I am well aware that the game heavily incorporated elements from a graphic novel by the same name. I’ve read it. I own a copy. It’s an amazing piece of work. It was the first comic to incorporate serious psychological elements, and the first to effectively explore Batman’s own sanity. And it does a really good job of doing these things, as well as providing the backstory of the asylum, all in a dream-like, eerie way (really, if you want a taste of what the disjointed thinking of psychosis feels like, read the graphic novel. I read somewhere that the author approximated that kind of thinking by depriving himself of sleep in order to write it.) It delves into the idea of madness, but it’s not offensive. So, no problems with the graphic novel the game was based on.

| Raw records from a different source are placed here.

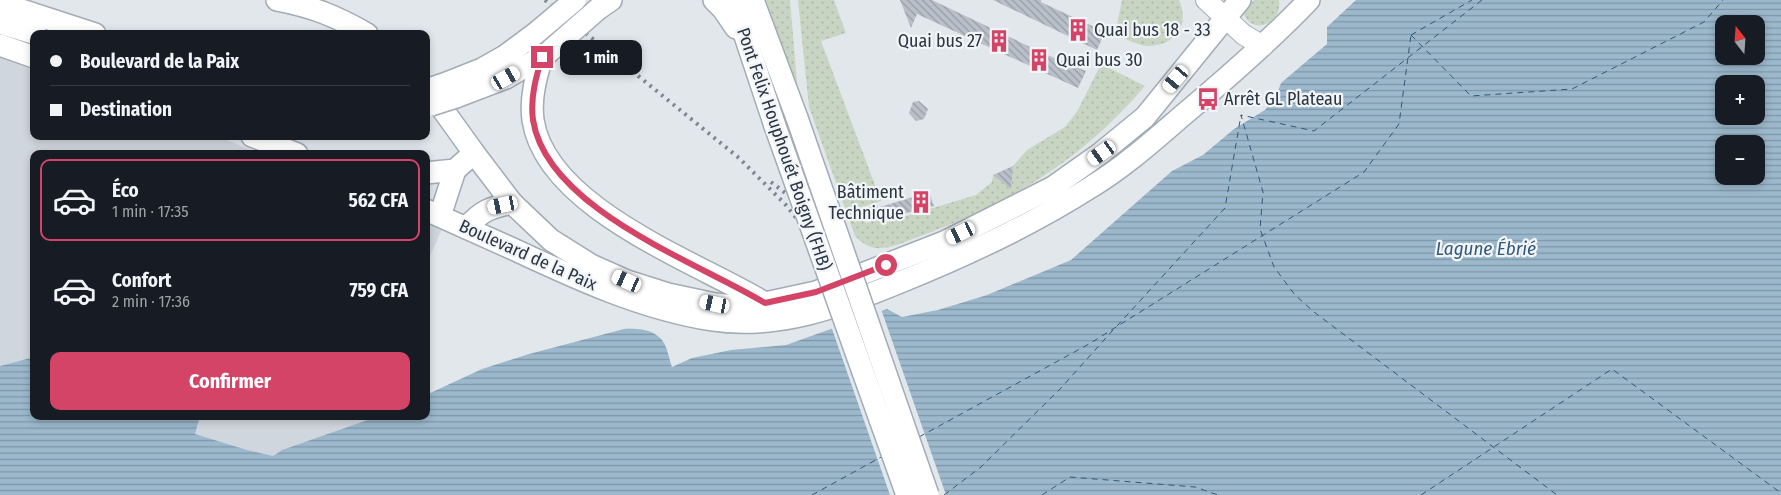 <!DOCTYPE html>
<html lang="fr">
<meta charset="utf-8">
<style>
:root{--surface:#171b24;--page:#242831;--text:#f1f3f6;--muted:#9ea1a6;--line:#363941;--accent:#d34467}
body{margin:0;font-family:"Fira Sans Condensed",sans-serif;background:var(--page);color:var(--text);height:100vh;display:flex;flex-direction:column;font-size:19px;white-space:nowrap}
*{box-sizing:border-box;margin:0}
p{font-size:16px;color:var(--muted)}
.icon{flex:none;width:28px;height:28px;fill:none;stroke:currentColor;stroke-width:2;stroke-linecap:round;stroke-linejoin:round}
.map{position:relative;flex:1;overflow:hidden}
.details{position:absolute;left:30px;top:150px;width:400px;height:270px;display:flex;flex-direction:column;background:var(--surface);border-radius:10px;box-shadow:0 2px 8px #0003}
.details>*{flex:none}
.guide{position:absolute;left:30px;top:30px;width:400px;height:110px;border-radius:10px;box-shadow:0 2px 8px #0003;display:grid;align-content:center;height:110px;padding:0 20px;background:var(--surface)}
.needle{width:32px;rotate:343deg}
.buttons{position:absolute;left:1715px;top:15px;display:grid;gap:10px}
.buttons a{display:grid;place-items:center;width:50px;height:50px;border-radius:10px;background:var(--surface);box-shadow:0 2px 8px #0003;font-size:25px}
.end{position:absolute;width:22px;height:22px;margin:-11px;border:6px solid #d34467;background:#fff;box-shadow:0 0 0 2px #fff}
.from{border-radius:50%}
.bubble{position:absolute;height:35px;border-radius:10px;background:var(--surface);box-shadow:0 2px 8px #0003;font-size:16px;font-weight:700;line-height:35px;text-align:center}
.car{position:absolute;width:15px;height:30px;margin:-15px -8px;border-radius:6px;box-shadow:0 0 4px 1px #0007;background:linear-gradient(#fff 24%,#345 0 40%,#fff 0 76%,#345 0 86%,#fff 0)}
.guide b{display:flex;align-items:center;gap:18px;height:48px;font-size:19px}
.guide b+b{border-top:1px solid var(--line)}
.guide i{width:12px;height:12px;background:var(--text)}
ul{padding:9px 0 0;list-style:none}
li{display:flex;align-items:center;gap:15px;height:82px;margin:0 10px 8px;padding:0 10px;border:2px solid transparent;border-radius:10px}
li div{flex:1}
li b{display:block;font-size:19px}
li em{font-style:normal;font-weight:700}
li.current{border-color:var(--accent)}
li>.icon{width:45px;height:45px;stroke-width:1.5}
.button{display:flex;gap:10px;margin-top:auto;padding:10px 20px}
.button a{flex:1;height:58px;border-radius:10px;background:var(--accent);color:#fff;font-size:20px;font-weight:700;line-height:58px;text-align:center}
.map>svg:first-child{display:block}
.built{fill:#d0d6dd}
.grass{fill:url(#grass-dots)}
.water{fill:url(#water-rules);fill-rule:evenodd}
.pier{fill:#e2e7eb}
.lines{fill:none;stroke-linecap:round;stroke-linejoin:round}
.ferry{stroke:#325979;stroke-width:1;stroke-dasharray:6 5;stroke-linecap:butt}
.building{fill:url(#building-back-hatch)}
.secondary-casing{stroke:#a7aeb6;stroke-width:22}
.primary-casing{stroke:#a1acb7;stroke-width:24}
.secondary{stroke:#fff;stroke-width:20}
.primary{stroke:#fff;stroke-width:21}
.rail{stroke:#7b8795;stroke-width:4;stroke-dasharray:2.5 5;stroke-linecap:butt}
.primary-bridge-casing{stroke:#a1acb7;stroke-width:24;stroke-linecap:butt}
.primary-bridge{stroke:#fff;stroke-width:21}
.route{stroke:#d34467;stroke-width:6}
.labels{text-anchor:middle;dominant-baseline:central;stroke-width:4.5;stroke-linejoin:round;paint-order:stroke}
.poi-label{font-size:18px;fill:#2a3644;stroke:#f2f5f8;text-anchor:start}
.street-label{font-size:18px;fill:#2a3644;stroke:#f2f5f8}
.water-label{font-size:19px;font-style:italic;fill:#325979;stroke:#f2f5f8}
</style>
<div class="map">
<svg width="1781" height="495" viewBox="0 0 1781 495">
<defs>
<pattern id="grass-dots" width="8" height="8" patternUnits="userSpaceOnUse" patternTransform="scale(1.25)"><rect width="8" height="8" fill="#c9d5c3"/><path d="M2 2h.1M6 6h.1" fill="none" stroke="#adb7a9" stroke-width="1.8" stroke-linecap="round"/></pattern>
<pattern id="water-rules" width="6" height="5" patternUnits="userSpaceOnUse" patternTransform="scale(1.25)"><rect width="6" height="5" fill="#9cb8cc"/><path d="M0 2.5h6" fill="none" stroke="#7f96a7"/></pattern>
<pattern id="building-back-hatch" width="6" height="6" patternUnits="userSpaceOnUse" patternTransform="scale(1.25)"><rect width="6" height="6" fill="#b9c0c9"/><path d="M-1 5l2 2M0 0l6 6M5-1l2 2" fill="none" stroke="#979da5"/></pattern>
</defs>
<rect width="100%" height="100%" fill="#e2e7eb"/>
<g class="built">
<path d="M0 57 34 70V136H217L261 154H34V357L0 366Z"/>
<path d="M426 220 443 227 426 265Z"/>
<path d="M189 416H367L369 421 282 450 273 456 247 450 195 434 199 420Z"/>
</g>
<g class="grass">
<path d="M766 0H790L798 94Z"/>
<path d="M798 0H834L846 33 821 41 881 201 862 207 866 223 881 218 883 223 976 195 992 182 993 175 1011 188 1013 166 1027 150 1065 127 1078 110 1101 64 1145 86C1120 115 1092 142 1061 164 1018 195 968 219 918 237 907 241 894 247 882 248 870 249 863 244 855 236L809 107Z"/>
<path d="M1122 0H1179C1190 25 1176 45 1149 46 1139 46 1125 38 1115 35Z"/>
<path d="M1254 0H1279C1283 22 1255 36 1244 15L1246 10Z"/>
</g>
<path class="water" d="M1356 0H1781V495H0V366L34 357V416H189L199 420 195 434 247 450 273 456 282 450 379 416H426V395L482 369 529 354 624 329C638 328 656 329 664 343 668 350 669 359 672 367L692 358 731 350 786 345 887 309 902 317 938 310 987 295 1071 260 1172 171 1203 155 1234 129 1265 110 1277 94 1281 83 1327 44V27ZM1724 24H1756V56H1724ZM1724 84H1756V116H1724ZM1724 144H1756V176H1724Z"/>
<path class="pier" d="M881 309 946 495H890L831 326Z"/>
<g class="lines">
<g class="ferry">
<path d="M1482 0 1314 131 1241 115 1263 192 1260 229 1274 267 1295 295 1314 312 1557 495"/>
<path d="M1411 35 1471 96 1572 89 1704 22 1723 0"/>
<path d="M1411 35 1472 0"/>
<path d="M1117 326 1225 208 1241 115"/>
<path d="M919 437 1089 344 1364 172 1399 124 1411 35"/>
<path d="M812 495 883 456"/>
<path d="M944 495 981 467 1061 388 1113 330"/>
<path d="M1042 495 1070 477 1195 487 1218 495"/>
<path d="M1421 495 1612 369 1781 493"/>
</g>
</g>
<g class="building">
<path d="M900 0H932L1045 54 1086 71 1078 88 917 14 911 28Z"/>
<path d="M993 0H1041V2L1045 4 1105 32 1097 50Z"/>
<path d="M919 101 928 109 924 119 916 121 909 113 913 102Z"/>
<path d="M1013 166 1011 189 993 175Z"/>
<path d="M929 192 934 206 883 219 880 207Z"/>
<path d="M877 205 880 217 868 220 864 209Z"/>
</g>
<g class="lines">
<defs>
<path id="secondary" d="M1206 0 1244 35 1263 46"/>
<g id="primary">
<path d="M277 0C313 7 336 16 367 34"/>
<path d="M714 0 723 9 736 28"/>
<path d="M733 0 775 126"/>
<path d="M753 0 797 118"/>
<path d="M0 3 95 34"/>
<path d="M598 9 611 0"/>
<path d="M0 23 36 34"/>
<path d="M0 45 34 57"/>
<path d="M542 57C536 77 530 98 533 120 546 208 697 262 765 303"/>
<path d="M444 84 482 69 505 56 536 33"/>
<path d="M428 89 474 153 512 203 551 240 591 265 627 281 668 294 715 304 736 306 765 303 816 292 944 242 1053 187 1101 153 1145 117 1240 0"/>
<path d="M456 97 506 78 548 53"/>
<path d="M252 136 297 154"/>
<path d="M426 173 455 170 474 153"/>
<path d="M426 210C455 223 484 236 513 249 577 279 642 309 712 320 776 330 840 307 898 283 965 256 1030 226 1091 187 1124 167 1153 141 1182 116 1226 79 1269 42 1309 0"/>
<path d="M440 216 455 170"/>
<path d="M466 228C482 210 490 208 512 203"/>
</g>
</defs>
<use href="#secondary" class="secondary-casing"/>
<use href="#primary" class="primary-casing"/>
<use href="#secondary" class="secondary"/>
<use href="#primary" class="primary"/>
<g class="rail">
<path d="M545 0 739 158 785 204 809 234 831 271 909 495"/>
<path d="M771 182 797 202 828 238 842 267 920 495"/>
</g>
<defs>
<g id="primary-bridge">
<path d="M536 33 575 0"/>
<path d="M551 50 598 9"/>
<path d="M426 90 444 84"/>
<path d="M431 105 456 97"/>
<path d="M797 118 928 495"/>
<path d="M775 126 907 495"/>
</g>
</defs>
<use href="#primary-bridge" class="primary-bridge-casing"/>
<use href="#primary-bridge" class="primary-bridge"/>
</g>
<g class="lines">
<path class="route" d="M542 57C536 77 530 98 533 120 547 209 697 262 765 303L816 292 886 265"/>
</g>
<defs>
<symbol id="building-bare" viewBox="-9 -9 18 18"><path d="M-4-6H4V6H1V3H-1V6H-4ZM-2.5-4.3h1.7v1.8h-1.7ZM.8-4.3h1.7v1.8H.8ZM-2.5-1h1.7V.8h-1.7ZM.8-1h1.7V.8H.8Z" fill="#d34467" stroke="#f2f5f8" stroke-width="2.5" paint-order="stroke"/></symbol>
<symbol id="bus-bare" viewBox="-9 -9 18 18"><path d="M-5-6H5V4H4V6H2V4H-2V6H-4V4H-5ZM-3.5-4V0h7V-4ZM-3.5 1.2v1.5H-2V1.2ZM2 1.2v1.5H3.5V1.2Z" fill="#d34467" stroke="#f2f5f8" stroke-width="2.5" paint-order="stroke"/></symbol>
</defs>
<g fill-rule="evenodd">
<use href="#building-bare" x="1062" y="14" width="32" height="32"/>
<use href="#building-bare" x="983" y="25" width="32" height="32"/>
<use href="#building-bare" x="1023" y="44" width="32" height="32"/>
<use href="#bus-bare" x="1192" y="83" width="32" height="32"/>
<use href="#building-bare" x="905" y="186" width="32" height="32"/>
</g>
<g class="labels">
<g class="poi-label">
<text x="1094" y="30">Quai bus 18 - 33</text>
<text x="982" y="41" text-anchor="end">Quai bus 27</text>
<text x="1056" y="60">Quai bus 30</text>
<text x="1224" y="99">Arrêt GL Plateau</text>
<text x="904" y="192" text-anchor="end">Bâtiment<tspan x="904" dy="21">Technique</tspan></text>
</g>
<g class="street-label">
<text transform="translate(784 149) rotate(71)">Pont Felix Houphouét Boigny (FHB)</text>
<text transform="translate(528 255) rotate(24)">Boulevard de la Paix</text>
</g>
<g class="water-label">
<text x="1486" y="248">Lagune Ébrié</text>
</g>
</g>
</svg>
<div class="buttons">
<a><svg class="needle" viewBox="-14 -14 28 28"><path d="M0-13l5 13h-10z" fill="#e53935"/><path d="M0 13l5-13h-10z" fill="#9ea1a6"/></svg></a>
<a>+</a>
<a>−</a>
</div>
<i class="end from" style="left:886px;top:265px"></i>
<i class="end" style="left:542px;top:57px"></i>
<div class="bubble" style="left:560px;top:40px;width:82px">1 min</div>
<i class="car" style="left:506px;top:78px;rotate:60deg"></i>
<i class="car" style="left:1176px;top:79px;rotate:220deg"></i>
<i class="car" style="left:1102px;top:153px;rotate:235deg"></i>
<i class="car" style="left:503px;top:205px;rotate:258deg"></i>
<i class="car" style="left:961px;top:233px;rotate:244deg"></i>
<i class="car" style="left:627px;top:281px;rotate:294deg"></i>
<i class="car" style="left:715px;top:304px;rotate:282deg"></i>
<div class="guide">
<b><i class="from"></i>Boulevard de la Paix</b>
<b><i></i>Destination</b>
</div>
<section class="details">
<ul>
<li class="current"><svg class="icon" aria-label="car" viewBox="0 0 24 24"><path d="M5 17H2v-5l4-1 3-4h7l3 4 3 1v5h-3M9 17h6M6 11h13"/><circle cx="7" cy="17" r="2"/><circle cx="17" cy="17" r="2"/></svg><div><b>Éco</b><p>1 min · 17:35</p></div><em>562 CFA</em></li>
<li><svg class="icon" aria-label="car" viewBox="0 0 24 24"><path d="M5 17H2v-5l4-1 3-4h7l3 4 3 1v5h-3M9 17h6M6 11h13"/><circle cx="7" cy="17" r="2"/><circle cx="17" cy="17" r="2"/></svg><div><b>Confort</b><p>2 min · 17:36</p></div><em>759 CFA</em></li>
</ul>
<div class="button"><a>Confirmer</a></div>
</section>
</div>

I don’t know, maybe I’m just seeing the game in the wrong light. As I mentioned, you do only see the violent patients, and I think it’s completely justifiable to fight back someone who is trying to kill you.
I haven’t played the sequel yet, but I intend to. Until then, I’ll just remain stuck with my feelings on the first, torn between loving the game for being, well, a great game, and disliking it for being so stigmatizing.